Artificial intelligence empowers the rapid development of autonomous intelligent systems (AISs), but it still struggles to cope with open, complex, dynamic, and uncertain environments, limiting its large-scale industrial application. Reliable human feedback provides a mechanism for aligning machine behavior with human values and holds promise as a new paradigm for the evolution and enhancement of machine intelligence. This paper analyzes the engineering insights from ChatGPT and elaborates on the evolution from traditional feedback to human feedback.
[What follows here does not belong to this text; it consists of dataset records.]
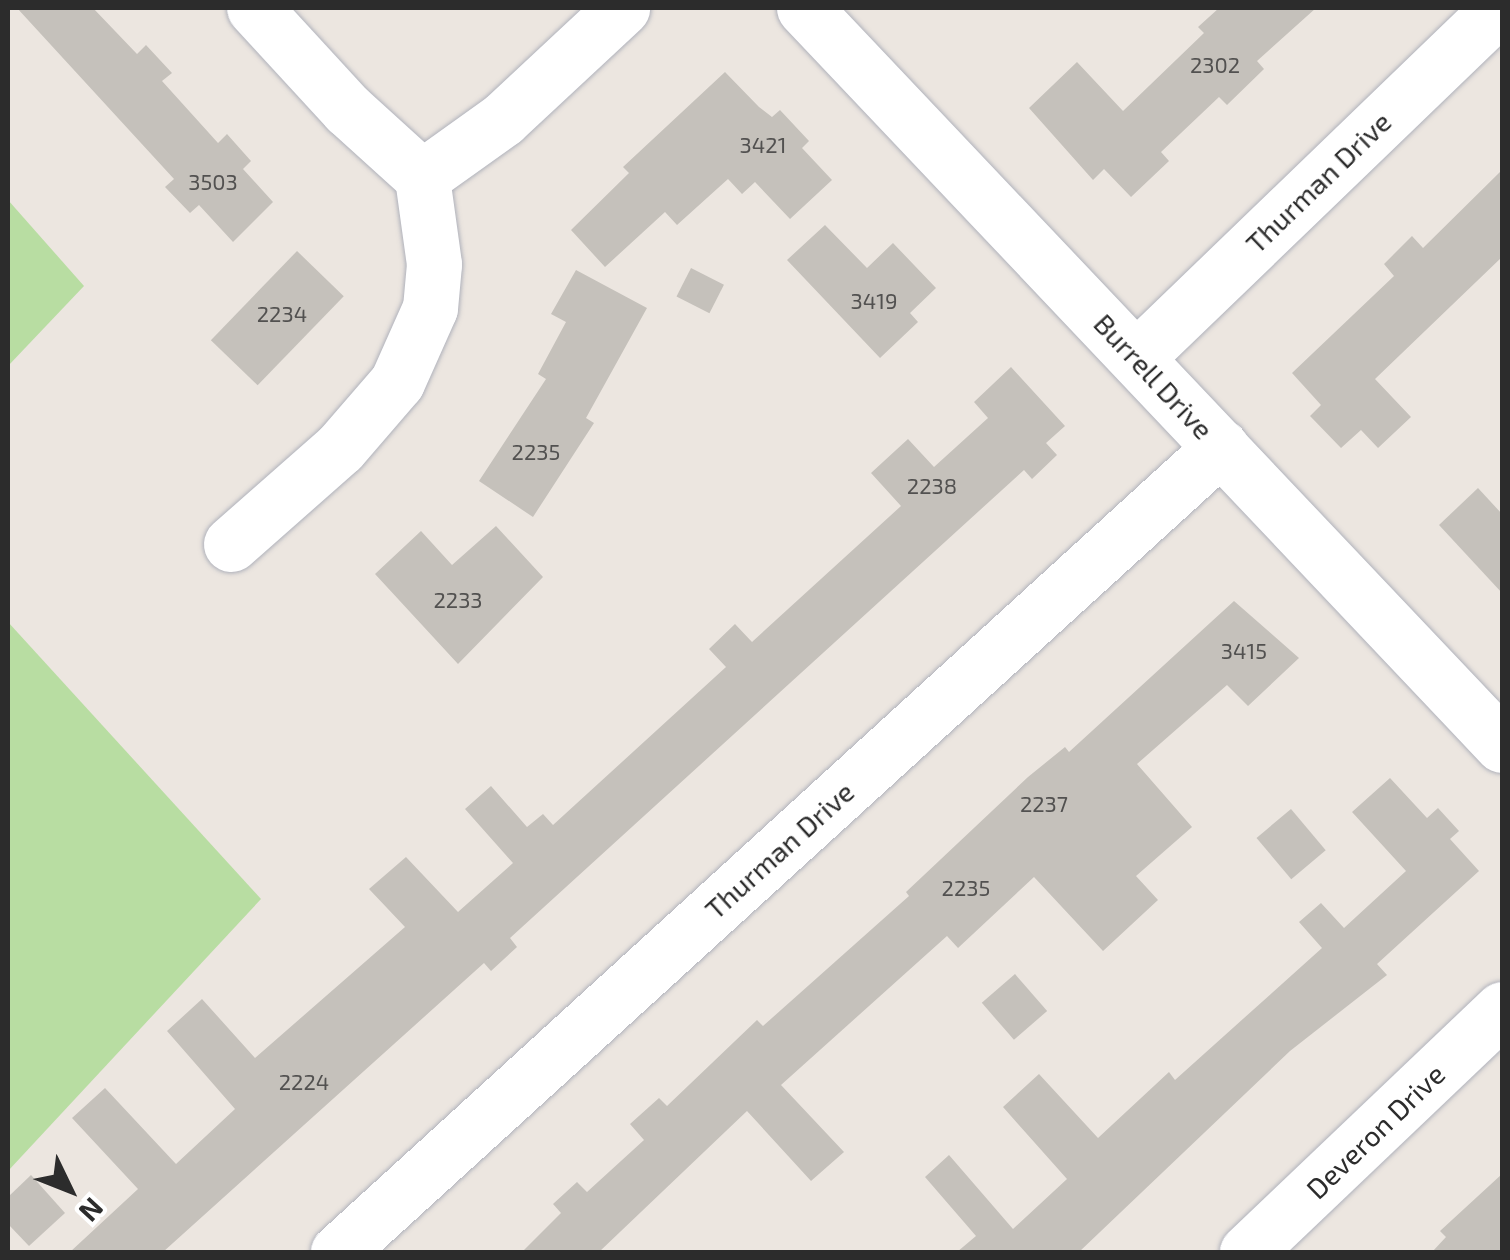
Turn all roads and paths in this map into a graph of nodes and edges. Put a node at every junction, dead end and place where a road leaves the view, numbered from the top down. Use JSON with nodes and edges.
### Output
{"nodes":[{"id":1,"x":254,"y":8,"type":"edge"},
{"id":2,"x":622,"y":8,"type":"edge"},
{"id":3,"x":804,"y":8,"type":"edge"},
{"id":4,"x":1499,"y":8,"type":"edge"},
{"id":5,"x":422,"y":177,"type":"junction"},
{"id":6,"x":1137,"y":357,"type":"junction"},
{"id":7,"x":1220,"y":447,"type":"junction"},
{"id":8,"x":231,"y":544,"type":"dead end"},
{"id":9,"x":1502,"y":745,"type":"edge"},
{"id":10,"x":1502,"y":1008,"type":"edge"},
{"id":11,"x":338,"y":1252,"type":"edge"},
{"id":12,"x":1246,"y":1252,"type":"edge"}],
"edges":[{"from":1,"to":5,"type":"street"},
{"from":2,"to":5,"type":"street"},
{"from":3,"to":6,"type":"street","name":"Burrell Drive"},
{"from":4,"to":6,"type":"street","name":"Thurman Drive"},
{"from":5,"to":8,"type":"street"},
{"from":6,"to":7,"type":"street","name":"Burrell Drive"},
{"from":7,"to":9,"type":"street","name":"Burrell Drive"},
{"from":7,"to":11,"type":"street","name":"Thurman Drive"},
{"from":10,"to":12,"type":"street","name":"Deveron Drive"}]}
Then, a unified framework for self-evolving intelligent driving (ID) based on human feedback is proposed. Finally, an application in the congested ramp scenario illustrates the effectiveness of the proposed framework.

人的反馈增强型自主智能系统:智能驾驶的视角
人工智能推动了自主智能系统(AIS)的快速发展,但在应对开放、复杂、动态和不确定的环境方面,人工智能仍然举步维艰,限制了其在工业领域的大规模应用。可靠的人类反馈提供了一种使机器行为与人类价值观相一致的机制,有望成为进化和增强机器智能的新范例。本文分析了 ChatGPT 的工程启示,并阐述了从传统反馈到人工反馈的演变过程。然后,提出了一个基于人类反馈的自进化智能驾驶(ID)统一框架。最后,在拥挤的匝道场景中的应用说明了所提框架的有效性。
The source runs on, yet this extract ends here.